Results between the Top 100 Centers in EBITDA (A2) and Bottom 100 Centers in EBITDA (B2) are less conclusive and, to some degree, counter-intuitive. Employees in the Bottom 100 Centers in EBITDA group observed managers engaging in the Five Practices 10 to 15 percentile points more often than did employees in the Top 100 Centers in EBITDA group. One might have predicted the reverse. Additionally, managers in the Top 100 Centers in EBITDA group self-reported engaging in the Five Practices up to 55 percentile points more often than employees in the group observed, showing a lack of introspection and awareness on the part of managers. Conversely, employees and managers in the Bottom 100 Centers in EBITDA group were in more agreement about the degree to which managers engaged in the Five Practices. Further, Table 3.2 (Top 100 EBITDA group) shows many more areas of significant difference between employee observations and manager self-reporting than does Table 4.2 (Bottom 100 EBITDA group). Results between the Top 100 and Bottom 100 EBITDA groups appear to contradict the preponderance of evidence showing engaging in the Five Practices results in higher-performing teams (p. 33).

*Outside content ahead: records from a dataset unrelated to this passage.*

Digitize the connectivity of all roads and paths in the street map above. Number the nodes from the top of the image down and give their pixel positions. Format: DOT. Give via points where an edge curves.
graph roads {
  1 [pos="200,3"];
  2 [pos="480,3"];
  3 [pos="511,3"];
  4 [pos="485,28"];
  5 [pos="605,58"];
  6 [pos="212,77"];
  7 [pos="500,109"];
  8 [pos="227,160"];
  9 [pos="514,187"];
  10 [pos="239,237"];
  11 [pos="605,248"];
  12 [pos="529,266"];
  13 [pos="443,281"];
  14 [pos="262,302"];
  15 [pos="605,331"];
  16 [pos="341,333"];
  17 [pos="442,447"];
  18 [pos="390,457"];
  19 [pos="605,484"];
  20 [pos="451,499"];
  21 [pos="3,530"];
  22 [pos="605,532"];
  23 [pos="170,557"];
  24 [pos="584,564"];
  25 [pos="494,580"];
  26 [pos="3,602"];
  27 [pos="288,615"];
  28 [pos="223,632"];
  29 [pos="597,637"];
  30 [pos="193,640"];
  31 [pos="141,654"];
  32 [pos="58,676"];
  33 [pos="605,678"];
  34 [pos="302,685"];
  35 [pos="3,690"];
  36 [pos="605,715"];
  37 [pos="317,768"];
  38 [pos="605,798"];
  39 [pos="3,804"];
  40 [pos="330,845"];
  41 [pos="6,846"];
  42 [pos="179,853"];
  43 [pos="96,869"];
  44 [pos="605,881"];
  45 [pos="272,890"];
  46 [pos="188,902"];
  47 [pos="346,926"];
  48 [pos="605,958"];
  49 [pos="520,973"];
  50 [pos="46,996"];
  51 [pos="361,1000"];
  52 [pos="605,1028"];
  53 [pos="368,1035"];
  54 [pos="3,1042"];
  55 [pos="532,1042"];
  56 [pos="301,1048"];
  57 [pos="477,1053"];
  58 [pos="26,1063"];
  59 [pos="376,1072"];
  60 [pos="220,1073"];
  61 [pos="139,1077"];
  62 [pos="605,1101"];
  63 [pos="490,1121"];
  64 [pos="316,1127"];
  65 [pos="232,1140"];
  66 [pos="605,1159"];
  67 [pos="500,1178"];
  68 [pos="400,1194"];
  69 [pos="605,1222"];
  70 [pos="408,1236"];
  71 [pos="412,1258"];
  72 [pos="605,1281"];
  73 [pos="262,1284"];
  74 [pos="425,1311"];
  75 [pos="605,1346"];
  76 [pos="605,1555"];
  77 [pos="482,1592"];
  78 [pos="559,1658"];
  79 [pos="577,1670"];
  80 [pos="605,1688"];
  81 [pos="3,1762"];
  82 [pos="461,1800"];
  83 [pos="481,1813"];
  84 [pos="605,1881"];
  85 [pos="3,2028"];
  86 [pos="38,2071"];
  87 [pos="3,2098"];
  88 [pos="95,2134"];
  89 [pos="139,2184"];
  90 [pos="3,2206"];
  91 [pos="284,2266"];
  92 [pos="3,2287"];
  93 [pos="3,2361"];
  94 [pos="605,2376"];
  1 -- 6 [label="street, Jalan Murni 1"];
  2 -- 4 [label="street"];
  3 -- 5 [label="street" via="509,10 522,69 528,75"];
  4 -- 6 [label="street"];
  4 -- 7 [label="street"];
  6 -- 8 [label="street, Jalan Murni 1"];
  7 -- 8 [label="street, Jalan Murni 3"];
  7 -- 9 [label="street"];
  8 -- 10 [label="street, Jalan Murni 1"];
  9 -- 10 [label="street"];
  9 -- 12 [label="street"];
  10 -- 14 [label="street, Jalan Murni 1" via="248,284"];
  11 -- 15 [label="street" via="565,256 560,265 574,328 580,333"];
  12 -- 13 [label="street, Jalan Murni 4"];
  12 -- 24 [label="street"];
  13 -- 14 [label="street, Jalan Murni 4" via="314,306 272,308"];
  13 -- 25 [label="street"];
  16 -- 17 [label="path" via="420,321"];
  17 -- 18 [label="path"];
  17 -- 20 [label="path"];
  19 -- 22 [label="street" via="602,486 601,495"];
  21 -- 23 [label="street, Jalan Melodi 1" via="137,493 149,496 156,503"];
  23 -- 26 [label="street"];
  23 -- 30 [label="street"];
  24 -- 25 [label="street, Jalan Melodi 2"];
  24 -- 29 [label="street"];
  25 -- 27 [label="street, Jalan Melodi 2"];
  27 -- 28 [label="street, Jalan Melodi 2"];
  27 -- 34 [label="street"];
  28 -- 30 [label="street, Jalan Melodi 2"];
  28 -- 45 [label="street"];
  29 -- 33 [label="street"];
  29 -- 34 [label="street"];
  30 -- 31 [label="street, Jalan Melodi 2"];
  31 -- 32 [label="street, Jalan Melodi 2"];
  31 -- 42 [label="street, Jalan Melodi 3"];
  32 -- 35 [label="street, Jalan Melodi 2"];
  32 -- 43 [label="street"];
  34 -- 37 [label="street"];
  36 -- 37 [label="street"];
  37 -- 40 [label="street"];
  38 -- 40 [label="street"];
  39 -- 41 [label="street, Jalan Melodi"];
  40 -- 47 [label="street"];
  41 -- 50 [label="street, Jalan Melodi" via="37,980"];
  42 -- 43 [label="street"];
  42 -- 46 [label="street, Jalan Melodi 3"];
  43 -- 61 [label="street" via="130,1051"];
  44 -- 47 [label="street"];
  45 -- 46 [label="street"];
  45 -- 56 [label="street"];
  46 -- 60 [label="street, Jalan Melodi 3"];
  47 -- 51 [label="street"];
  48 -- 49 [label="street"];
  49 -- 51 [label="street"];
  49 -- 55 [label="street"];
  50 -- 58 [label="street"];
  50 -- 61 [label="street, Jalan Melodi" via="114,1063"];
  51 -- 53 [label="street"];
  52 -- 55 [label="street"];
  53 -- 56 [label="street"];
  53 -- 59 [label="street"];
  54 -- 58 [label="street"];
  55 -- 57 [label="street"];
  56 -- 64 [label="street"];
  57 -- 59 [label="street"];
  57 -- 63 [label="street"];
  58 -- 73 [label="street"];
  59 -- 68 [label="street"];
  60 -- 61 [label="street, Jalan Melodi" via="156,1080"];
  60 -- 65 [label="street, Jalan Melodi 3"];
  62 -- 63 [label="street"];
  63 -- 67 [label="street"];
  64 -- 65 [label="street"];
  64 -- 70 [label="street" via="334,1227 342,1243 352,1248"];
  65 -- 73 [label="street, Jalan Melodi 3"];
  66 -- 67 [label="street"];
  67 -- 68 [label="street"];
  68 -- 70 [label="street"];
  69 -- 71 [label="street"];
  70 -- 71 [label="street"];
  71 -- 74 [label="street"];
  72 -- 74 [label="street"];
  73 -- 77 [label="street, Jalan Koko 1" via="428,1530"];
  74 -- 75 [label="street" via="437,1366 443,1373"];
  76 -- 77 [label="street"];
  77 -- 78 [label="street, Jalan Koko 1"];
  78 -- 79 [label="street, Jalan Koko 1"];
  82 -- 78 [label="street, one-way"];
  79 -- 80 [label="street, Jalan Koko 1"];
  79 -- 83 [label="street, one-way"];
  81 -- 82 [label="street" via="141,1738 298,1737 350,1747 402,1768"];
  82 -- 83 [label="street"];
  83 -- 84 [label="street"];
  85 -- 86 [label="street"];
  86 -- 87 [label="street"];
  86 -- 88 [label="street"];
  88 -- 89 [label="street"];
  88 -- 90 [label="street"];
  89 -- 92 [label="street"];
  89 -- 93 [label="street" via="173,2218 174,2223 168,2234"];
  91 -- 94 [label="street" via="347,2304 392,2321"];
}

Some of the unexpected results may be explained in the nature of the performance measure used. Oxygen customer growth is a relatively straight-forward yard stick and is highly within the local center’s control. Oxygen growth is currently the most important measure of performance for Lincare management and sometimes is achieved at the expense of other less-important goals (p. 33).

EBITDA, however, may be less well-defined and less within a center’s control. Expenses (equipment costs, for example) are based on national contracts. Employee compensation packages are generally set by corporate guidelines. Even vehicle purchase and maintenance plans are outside of the center managers’ control (p. 34).